BANDE-ANNONCE

Adaptée librement d’un roman suisse de Marcel Rouff paru en 1924, l’histoire s’immisce dans la vie intime d’un gastronome inspiré, Dodin Bouffant, et de sa cuisinière hors pair, Eugénie.

Dans cette campagne de la fin du XIXe siècle où les plats sont de saison et les ingrédients viennent du potager, le couple vit un amour heureux et sans nuages, avec pour unique vecteur la nourriture, pour seul cadre leurs fourneaux et leurs recettes en guise de mots doux. Jusqu’à ce que la santé fragile de l’un des deux ne vienne bouleverser cette idylle parfaite, le film n’est que sauces, bouillons, pâtes feuilletées et petits légumes…

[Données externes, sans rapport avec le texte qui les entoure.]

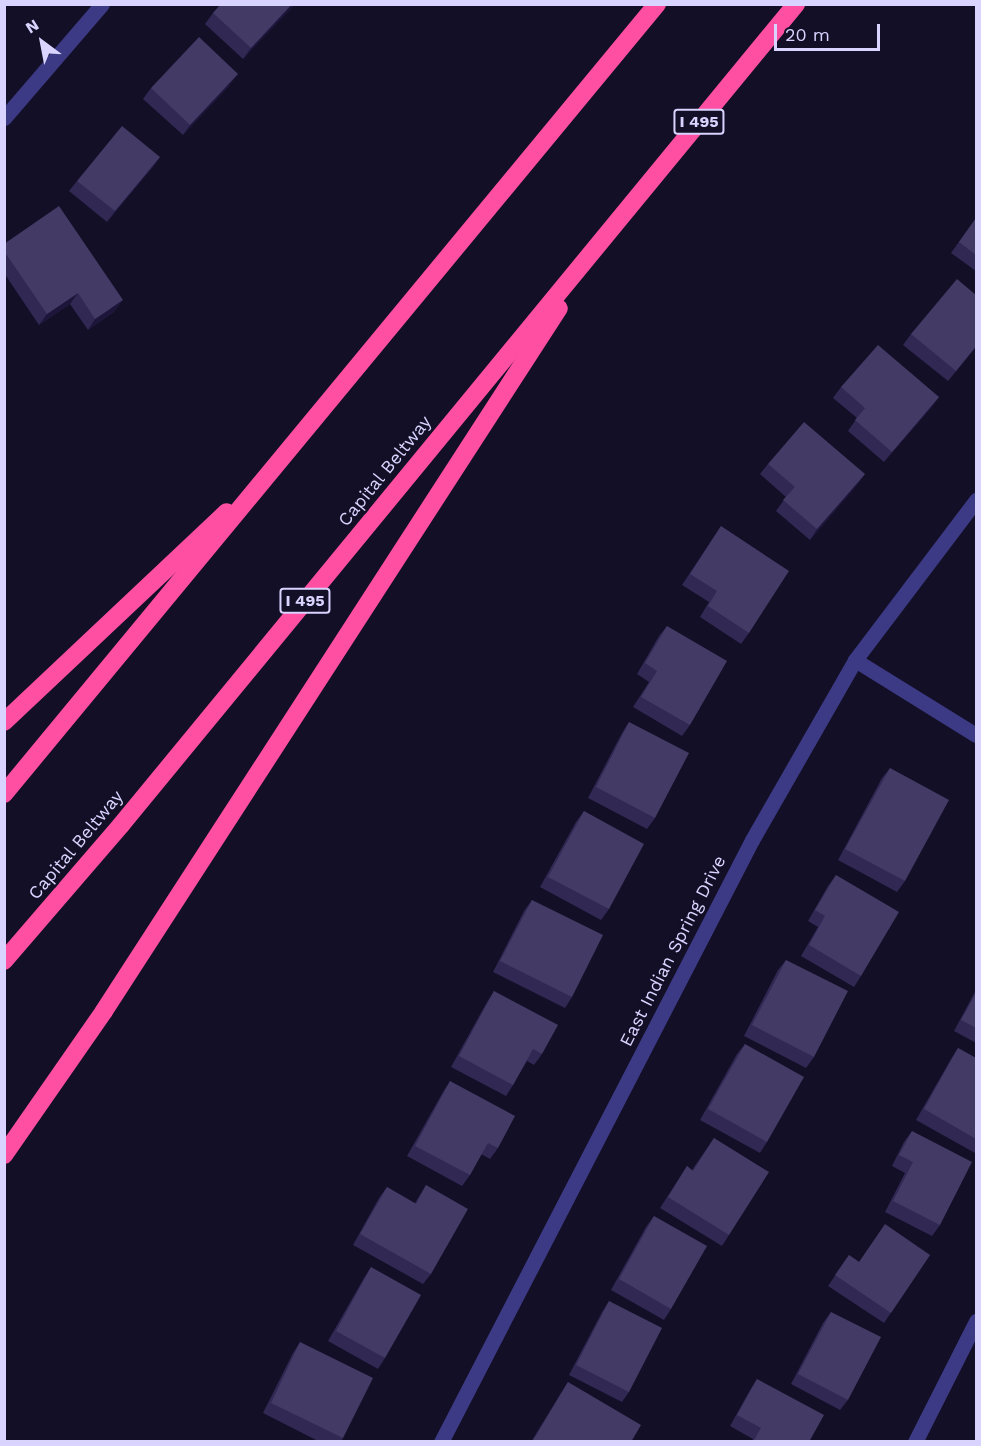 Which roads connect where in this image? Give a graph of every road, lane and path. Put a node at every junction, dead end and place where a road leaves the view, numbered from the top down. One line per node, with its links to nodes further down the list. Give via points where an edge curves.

Et le film a de quoi dérouter. La preuve en est faite d’entrée de jeu : dans une cuisine du XIXe siècle, un vertigineux défilé de plats se prépare et, pendant près de trente minutes, le spectacle se passe totalement de musique (il n’y en aura pas non plus après) et quasiment de mots. Les seuls vraiment décisifs à être prononcés font résonner comme une parole sacrée la liste des ingrédients de la sauce bourguignotte.



Un menu gargantuesque digne des disciples d’Escoffier que Juliette Binoche et Benoît Magimel ont dû composé grâce aux recettes imaginées par Pierre Gagnaire, chef étoilé pour le film de Tran Anh Hung, La Passion de Dodin Bouffant. Le chef du restaurant Gaya et de l’hôtel Balzac est le vrai cuisinier du film qui représente la France aux Oscars.

Les spectateurs sont donc prévenus, mieux vaut avoir réservé dans un bon bistrot à la sortie du cinéma ! En effet, pendant deux heures et quart, ce long métrage vous donne davantage faim qu’autre chose.